As corridas no hipódromo localizam-se no episódio X de “Os Maias”. Neste capítulo,


Carlos da Maia está numa relação com Gouvarinho, mas já não se encontra feliz na mesma.
Este tinha já visto Maria Eduarda três vezes, desejando agora conhecê-la no hipódromo.
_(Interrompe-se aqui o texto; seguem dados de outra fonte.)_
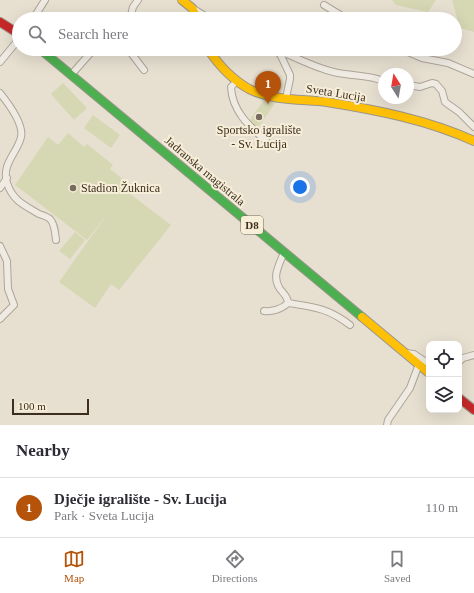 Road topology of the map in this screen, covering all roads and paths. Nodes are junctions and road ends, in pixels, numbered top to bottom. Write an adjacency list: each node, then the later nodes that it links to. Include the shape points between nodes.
1 (45, 0): 6 (street)
2 (138, 0): 7 (street)
3 (182, 0): 5 (main road)
4 (324, 5): 10 (street)
5 (192, 8): 8 (main road); 9 (street)
6 (37, 12)
7 (132, 12)
8 (194, 12)
9 (199, 12)
10 (336, 12)
11 (0, 22): 12 (main road)
12 (12, 30)
13 (12, 47): 21 (street)
14 (48, 56): 24 (main road, Jadranska magistrala / D8)
15 (88, 56): 24 (street)
16 (133, 56): 22 (street)
17 (214, 56): 26 (main road, Sveta Lucija)
18 (280, 56): 29 (street, Sveta Lucija, via 290,75)
19 (290, 56): 25 (street, Sveta Lucija, via 338,73)
20 (417, 56): 23 (street, via 448,63)
21 (0, 62)
22 (144, 70)
23 (474, 74)
24 (71, 75): 37 (main road, Jadranska magistrala / D8)
25 (378, 79)
26 (237, 81): 29 (main road, Sveta Lucija, via 260,93); 31 (street, via 230,86 238,112)
27 (414, 86): 30 (street, via 436,84 442,91 445,102)
28 (0, 93): 33 (street, via 11,106 21,128 21,137 10,158)
29 (286, 98): 32 (main road, Sveta Lucija, via 325,102 414,118)
30 (474, 127)
31 (266, 141)
32 (474, 141)
33 (6, 178): 34 (street); 35 (street, via 18,202 50,219 54,225)
34 (0, 188)
35 (56, 240)
36 (0, 246): 40 (street, via 7,261 8,289 14,305)
37 (284, 252): 38 (street, via 277,269 276,280); 42 (main road, Jadranska magistrala / D8)
38 (288, 303): 39 (street, via 273,311); 41 (street, via 321,309 338,316)
39 (264, 311)
40 (0, 319)
41 (350, 325)
42 (406, 354): 45 (street, via 414,354); 46 (main road, Jadranska magistrala / D8)
43 (474, 355): 44 (street)
44 (462, 359)
45 (426, 362)
46 (419, 364): 47 (main road, Jadranska magistrala / D8); 50 (street, via 410,388)
47 (426, 370)
48 (462, 400): 49 (main road)
49 (474, 410)
50 (387, 425)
Carlos e Craft vão juntos para o local. Lá deparam-se com muitas imperfeições e um
certo improviso. Ao olhar para o público, a elite portuguesa, notam a falta de saber estar, de
educação e de civismo, mesmo num evento de tal dimensões, quer pelas atitudes, quer pelo
vestuário.
O público não sabia onde se sentar. Uma parte da bancada estava completamente cheia,
enquanto a outra estava vazia. Carlos observava as pessoas com tédio e desconforto. O
clima era de extrema apatia. Pouco tempo depois, ouviu dois brasileiros perto dele
reclamando do preço dos bilhetes. Tinham inegavelmente razão. Carlos e Craft conheceram
Clifford e Sequeira, tendo todos a mesma opinião. Nas palavras de Sequeira: as corridas
eram "insípidas, sem cavalos, sem jóqueis, com meia dúzia de pessoas a bocejar” e
praticamente sem apostas. O ambiente estava caótico, “sem ordem e sem decência, onde a
todo o momento podiam reluzir navalhas”.
“Uma fila de senhoras quase todas de escuro (…) A maior parte tinha vestidos sérios de
missa”, como que “à espera do senhor dos passos”. Em contrapartida, avistavam-se
algumas, apesar de poucas, com “bonitas toilettes, certo ar de luxo”. De claro, estonteantes,
estavam visivelmente vestidas à inglesa. Assim, vestir bem era sinónimo de não se ser
português (ou não parecer),o que revela o caráter e bom gosto britânicos, contrastando com
os típicos portugueses da época. Muitas consideravam estarem, todavia, desajustadas ao
tipo de evento, uma vez que o mesmo não sucedia de todo como o esperado. A Condessa
de Gouvarinho é o perfeito alvo de críticas feminino. Vestia uma “toilette” do mais típico
inglês. Querer copiar o estilo estrangeiro é muito criticado por Eça, não por si, mas pelo que
significava. Os portugueses estavam a perder a sua essência, a individualidade
característica de cada um e da sua nação. Para além disso, Gouvarinho utiliza um
vocabulário sensorial do qual fazem parte estrangeirismos e neologismos. Os primeiros
funcionam como uma espécie de “dedo apontado” que Eça de Queirós faz à sociedade
burguesa, que importa modelos estrangeiros de forma pouco criteriosa e pouco adaptada à
realidade nacional (“poule”,“chic”, “gentleman”, “sport”, ”sportsman”, “jockeys”, ”groom”,
“dog-carts”). Por outro lado, Dâmaso Cândido de Salcede é o grande alvo de censura
masculino. Enquanto Carlos revela a sua personalidade singular com modéstia, através do
verdadeiro conhecimento, Dâmaso é o protótipo do português vulgar de estatuto social
privilegiado, burguês lisboeta da época. Imitando servilmente o estrangeiro, adota o culto do
“chic a valer”, revelando uma enorme falta de identidade, a ponto de cometer atrocidades na
indumentária de uma tremenda indiscrição. O seu “podre de chic” é apresentado pela
sobrecasaca branca e véu azul no chapéu, que é o ridículo da roupa.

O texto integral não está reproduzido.